It may be inconvenient. But it is not the kind of materially adverse action that
would chill the plaintiff from exercising his rights.
29
Even assuming for the purposes of this motion that having witnesses
present when one talks to one’s supervisor constitutes an “adverse employment
action,” and that other employees weren’t subject to a similar requirement, the
McDonnell Douglas test would shift the burden to the defendant to show a
non-discriminatory reason for having witnesses present. Schmidt testified that
the only reason that he required a witness to be present when he met with the
plaintiff was because, in bringing the EEOC 2009 complaint, the plaintiff had
claimed Schmidt said things that Schmidt denies having said. In other words,
having been accused of inappropriate behavior, Schmidt had a witness present
to protect himself from allegedly false allegations—not to punish, or to
discriminate against, the plaintiff. That is a non-discriminatory reason for
having a witness present. Given that, under McDonnell Douglas, the burden
shifts back to the plaintiff to demonstrate that Schmidt’s reason was
pretextual; the plaintiff has not met that burden. The plaintiff has not refuted
Schmidt’s explanation that Schmidt wanted a witness present because the
plaintiff previously had said things about Schmidt that were not true.
With respect to Schmidt requiring the plaintiff to sign in and out, or the
sixty-day performance review, the plaintiff has not shown that these incidents
rise to the level of a materially adverse employment action. As far as the court
can tell, the plaintiff’s complaint with regard to Schmidt is not that Schmidt
required him to sign in and out when he left the floor; the plaintiff appears to
concede that this was company policy. Rather, the plaintiff argues that, on one
occasion in February, Schmidt reminded the plaintiff that he had to sign out
30
and in for mentoring, without first checking the sheet to determine whether the
plaintiff had been doing so. Like other incidents, it appears that this was an
isolated occasion, and while it likely was frustrating to the plaintiff, it does not
constitute an adverse employment action.
On another occasion, Schmidt asked the plaintiff where he had been,
and the plaintiff explained that he had been in the bathroom. Dkt. No. 15-5 at
36. While the plaintiff alleges that this was retaliatory—he argues that there is
no requirement that employees sign out/in when they leave the floor to go to
the bathroom—he concedes that Schmidt took no action against him, and that
nothing further happened with respect that incident.
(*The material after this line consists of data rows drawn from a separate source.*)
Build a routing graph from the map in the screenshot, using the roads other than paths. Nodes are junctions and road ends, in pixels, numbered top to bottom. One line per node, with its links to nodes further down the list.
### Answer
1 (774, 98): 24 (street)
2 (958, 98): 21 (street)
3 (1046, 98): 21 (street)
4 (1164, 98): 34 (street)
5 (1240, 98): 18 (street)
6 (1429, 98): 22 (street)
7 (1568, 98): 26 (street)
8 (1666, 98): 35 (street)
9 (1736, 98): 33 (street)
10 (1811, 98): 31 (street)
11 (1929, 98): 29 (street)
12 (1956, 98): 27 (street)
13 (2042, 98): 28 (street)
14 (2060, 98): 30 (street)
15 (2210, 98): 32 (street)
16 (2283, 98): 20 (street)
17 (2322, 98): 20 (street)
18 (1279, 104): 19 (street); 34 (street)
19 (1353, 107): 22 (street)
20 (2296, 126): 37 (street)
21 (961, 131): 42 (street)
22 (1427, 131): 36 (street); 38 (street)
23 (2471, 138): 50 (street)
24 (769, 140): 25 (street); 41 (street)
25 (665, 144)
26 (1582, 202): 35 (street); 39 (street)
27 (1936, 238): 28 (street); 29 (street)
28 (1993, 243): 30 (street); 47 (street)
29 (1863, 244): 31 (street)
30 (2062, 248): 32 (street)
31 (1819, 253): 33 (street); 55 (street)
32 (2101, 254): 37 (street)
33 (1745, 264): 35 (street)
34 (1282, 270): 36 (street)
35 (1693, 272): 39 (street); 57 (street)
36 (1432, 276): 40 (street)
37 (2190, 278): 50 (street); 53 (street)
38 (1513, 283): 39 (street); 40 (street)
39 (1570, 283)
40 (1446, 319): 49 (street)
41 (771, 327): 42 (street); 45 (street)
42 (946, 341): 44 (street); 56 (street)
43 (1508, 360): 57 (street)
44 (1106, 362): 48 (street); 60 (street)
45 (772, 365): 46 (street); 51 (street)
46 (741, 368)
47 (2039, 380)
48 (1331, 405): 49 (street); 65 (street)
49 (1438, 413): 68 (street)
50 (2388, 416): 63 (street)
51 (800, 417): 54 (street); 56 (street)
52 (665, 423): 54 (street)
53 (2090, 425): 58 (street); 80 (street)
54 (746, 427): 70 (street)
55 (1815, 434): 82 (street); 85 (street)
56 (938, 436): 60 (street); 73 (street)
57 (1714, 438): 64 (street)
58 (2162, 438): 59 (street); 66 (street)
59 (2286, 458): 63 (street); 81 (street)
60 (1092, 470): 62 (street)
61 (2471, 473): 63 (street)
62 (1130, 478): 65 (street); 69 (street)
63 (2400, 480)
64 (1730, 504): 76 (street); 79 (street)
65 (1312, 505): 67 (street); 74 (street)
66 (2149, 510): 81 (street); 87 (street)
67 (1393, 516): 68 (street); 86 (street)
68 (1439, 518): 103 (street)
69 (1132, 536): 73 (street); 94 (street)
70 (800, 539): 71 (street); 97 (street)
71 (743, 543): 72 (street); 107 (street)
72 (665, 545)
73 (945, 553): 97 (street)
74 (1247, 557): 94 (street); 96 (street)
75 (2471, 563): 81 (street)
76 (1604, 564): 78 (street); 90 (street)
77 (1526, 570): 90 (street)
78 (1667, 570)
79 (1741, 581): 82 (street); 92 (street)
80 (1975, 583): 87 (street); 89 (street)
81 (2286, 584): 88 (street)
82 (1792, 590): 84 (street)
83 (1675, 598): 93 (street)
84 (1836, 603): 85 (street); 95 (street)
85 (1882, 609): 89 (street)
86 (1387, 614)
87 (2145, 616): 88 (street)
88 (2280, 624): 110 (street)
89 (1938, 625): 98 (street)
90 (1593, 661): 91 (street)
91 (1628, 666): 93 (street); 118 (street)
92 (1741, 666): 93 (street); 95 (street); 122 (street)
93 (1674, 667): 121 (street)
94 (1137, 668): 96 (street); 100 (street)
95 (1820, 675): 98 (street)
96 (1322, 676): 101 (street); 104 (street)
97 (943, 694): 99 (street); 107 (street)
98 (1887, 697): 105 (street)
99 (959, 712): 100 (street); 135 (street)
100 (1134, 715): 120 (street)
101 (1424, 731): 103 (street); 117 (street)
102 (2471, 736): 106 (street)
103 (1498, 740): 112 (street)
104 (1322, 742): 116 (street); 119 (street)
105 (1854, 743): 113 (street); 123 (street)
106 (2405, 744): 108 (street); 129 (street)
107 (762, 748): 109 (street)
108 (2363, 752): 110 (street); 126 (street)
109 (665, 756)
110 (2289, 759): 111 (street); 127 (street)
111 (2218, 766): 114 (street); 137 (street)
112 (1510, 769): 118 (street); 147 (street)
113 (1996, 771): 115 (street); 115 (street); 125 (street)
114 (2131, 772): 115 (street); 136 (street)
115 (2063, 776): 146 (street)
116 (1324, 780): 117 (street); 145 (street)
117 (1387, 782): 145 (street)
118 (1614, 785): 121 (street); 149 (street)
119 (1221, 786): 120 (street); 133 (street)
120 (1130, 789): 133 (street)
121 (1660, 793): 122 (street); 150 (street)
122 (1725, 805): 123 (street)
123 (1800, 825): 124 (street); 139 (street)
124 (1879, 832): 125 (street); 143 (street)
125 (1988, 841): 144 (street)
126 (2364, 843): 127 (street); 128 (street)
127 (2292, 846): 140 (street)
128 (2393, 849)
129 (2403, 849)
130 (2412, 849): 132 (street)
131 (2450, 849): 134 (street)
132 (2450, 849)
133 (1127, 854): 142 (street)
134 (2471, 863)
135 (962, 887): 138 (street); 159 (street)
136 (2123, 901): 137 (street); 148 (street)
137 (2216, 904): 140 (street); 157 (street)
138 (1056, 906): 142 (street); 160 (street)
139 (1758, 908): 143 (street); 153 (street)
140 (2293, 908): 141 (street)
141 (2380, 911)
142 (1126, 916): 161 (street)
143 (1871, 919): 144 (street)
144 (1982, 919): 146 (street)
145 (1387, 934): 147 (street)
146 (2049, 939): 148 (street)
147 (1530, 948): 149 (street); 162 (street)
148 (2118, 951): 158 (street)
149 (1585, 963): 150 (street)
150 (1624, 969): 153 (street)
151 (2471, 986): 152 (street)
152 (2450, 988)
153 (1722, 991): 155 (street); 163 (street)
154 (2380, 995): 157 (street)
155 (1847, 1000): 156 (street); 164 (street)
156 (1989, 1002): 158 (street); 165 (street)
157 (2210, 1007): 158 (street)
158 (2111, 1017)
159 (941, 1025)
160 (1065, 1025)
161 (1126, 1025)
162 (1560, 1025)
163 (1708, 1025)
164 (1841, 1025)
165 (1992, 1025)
A supervisor who has
been looking for an employee without success asking that employee where he’d
been is not an adverse employment action.
As for the performance review, the plaintiff argues that, because he was
not a “probationary employee”—because he was rehired as a regular
employee—the defendant should not have treated him like one by requiring
him to sign a sixty-day review. But the record establishes that every employee
who changes jobs or is promoted has to complete the sixty-day review (albeit
sometimes after six months), and that the plaintiff’s review was positive. Dkt.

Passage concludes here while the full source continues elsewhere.